Data entries:
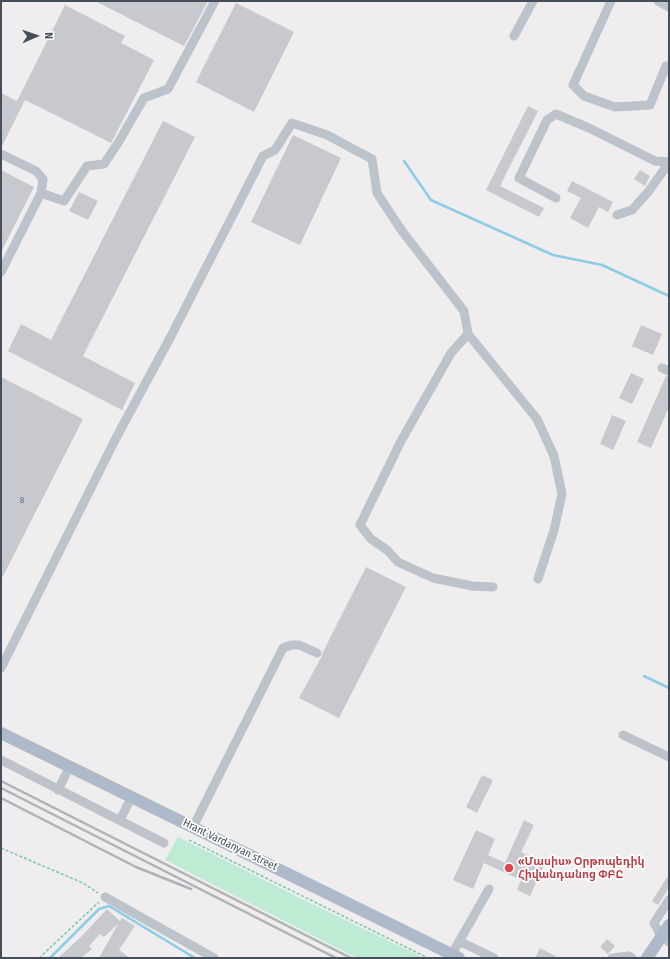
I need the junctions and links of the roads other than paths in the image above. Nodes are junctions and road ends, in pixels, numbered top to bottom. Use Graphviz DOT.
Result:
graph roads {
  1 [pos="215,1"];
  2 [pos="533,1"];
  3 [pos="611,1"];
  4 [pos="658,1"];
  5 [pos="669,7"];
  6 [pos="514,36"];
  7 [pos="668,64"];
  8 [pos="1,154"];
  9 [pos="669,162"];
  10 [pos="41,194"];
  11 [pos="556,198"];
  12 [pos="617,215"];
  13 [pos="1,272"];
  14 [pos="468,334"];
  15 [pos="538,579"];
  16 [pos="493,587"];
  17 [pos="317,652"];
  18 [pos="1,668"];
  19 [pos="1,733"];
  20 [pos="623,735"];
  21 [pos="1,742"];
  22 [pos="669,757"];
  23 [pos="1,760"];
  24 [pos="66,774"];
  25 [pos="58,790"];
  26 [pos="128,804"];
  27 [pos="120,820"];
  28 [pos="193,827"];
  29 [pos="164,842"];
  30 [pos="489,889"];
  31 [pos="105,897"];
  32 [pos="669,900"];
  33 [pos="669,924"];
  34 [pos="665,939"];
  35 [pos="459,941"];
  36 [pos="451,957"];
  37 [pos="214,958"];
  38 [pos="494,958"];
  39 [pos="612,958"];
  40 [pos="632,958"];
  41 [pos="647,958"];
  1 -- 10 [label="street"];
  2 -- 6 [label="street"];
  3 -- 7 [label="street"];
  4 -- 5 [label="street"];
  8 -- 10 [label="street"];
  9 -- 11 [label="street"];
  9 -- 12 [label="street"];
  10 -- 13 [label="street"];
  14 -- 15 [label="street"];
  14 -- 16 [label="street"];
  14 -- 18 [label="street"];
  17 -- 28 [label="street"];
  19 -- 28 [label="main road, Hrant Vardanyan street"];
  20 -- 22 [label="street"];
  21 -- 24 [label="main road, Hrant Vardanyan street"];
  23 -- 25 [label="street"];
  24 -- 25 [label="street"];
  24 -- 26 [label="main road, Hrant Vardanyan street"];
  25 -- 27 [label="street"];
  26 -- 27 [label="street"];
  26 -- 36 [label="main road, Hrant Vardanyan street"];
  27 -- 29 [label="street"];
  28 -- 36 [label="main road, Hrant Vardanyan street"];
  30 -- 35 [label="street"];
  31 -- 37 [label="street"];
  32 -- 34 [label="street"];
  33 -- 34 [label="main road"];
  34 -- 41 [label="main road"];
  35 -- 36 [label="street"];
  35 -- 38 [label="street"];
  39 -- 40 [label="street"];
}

#### [What you are asked to do]
Omit the pictures, then give every record back exactly as it stands.

#### [Response for this exercise]
I need the junctions and links of the roads other than paths in the image above. Nodes are junctions and road ends, in pixels, numbered top to bottom. Use Graphviz DOT.
Result:
graph roads {
  1 [pos="215,1"];
  2 [pos="533,1"];
  3 [pos="611,1"];
  4 [pos="658,1"];
  5 [pos="669,7"];
  6 [pos="514,36"];
  7 [pos="668,64"];
  8 [pos="1,154"];
  9 [pos="669,162"];
  10 [pos="41,194"];
  11 [pos="556,198"];
  12 [pos="617,215"];
  13 [pos="1,272"];
  14 [pos="468,334"];
  15 [pos="538,579"];
  16 [pos="493,587"];
  17 [pos="317,652"];
  18 [pos="1,668"];
  19 [pos="1,733"];
  20 [pos="623,735"];
  21 [pos="1,742"];
  22 [pos="669,757"];
  23 [pos="1,760"];
  24 [pos="66,774"];
  25 [pos="58,790"];
  26 [pos="128,804"];
  27 [pos="120,820"];
  28 [pos="193,827"];
  29 [pos="164,842"];
  30 [pos="489,889"];
  31 [pos="105,897"];
  32 [pos="669,900"];
  33 [pos="669,924"];
  34 [pos="665,939"];
  35 [pos="459,941"];
  36 [pos="451,957"];
  37 [pos="214,958"];
  38 [pos="494,958"];
  39 [pos="612,958"];
  40 [pos="632,958"];
  41 [pos="647,958"];
  1 -- 10 [label="street"];
  2 -- 6 [label="street"];
  3 -- 7 [label="street"];
  4 -- 5 [label="street"];
  8 -- 10 [label="street"];
  9 -- 11 [label="street"];
  9 -- 12 [label="street"];
  10 -- 13 [label="street"];
  14 -- 15 [label="street"];
  14 -- 16 [label="street"];
  14 -- 18 [label="street"];
  17 -- 28 [label="street"];
  19 -- 28 [label="main road, Hrant Vardanyan street"];
  20 -- 22 [label="street"];
  21 -- 24 [label="main road, Hrant Vardanyan street"];
  23 -- 25 [label="street"];
  24 -- 25 [label="street"];
  24 -- 26 [label="main road, Hrant Vardanyan street"];
  25 -- 27 [label="street"];
  26 -- 27 [label="street"];
  26 -- 36 [label="main road, Hrant Vardanyan street"];
  27 -- 29 [label="street"];
  28 -- 36 [label="main road, Hrant Vardanyan street"];
  30 -- 35 [label="street"];
  31 -- 37 [label="street"];
  32 -- 34 [label="street"];
  33 -- 34 [label="main road"];
  34 -- 41 [label="main road"];
  35 -- 36 [label="street"];
  35 -- 38 [label="street"];
  39 -- 40 [label="street"];
}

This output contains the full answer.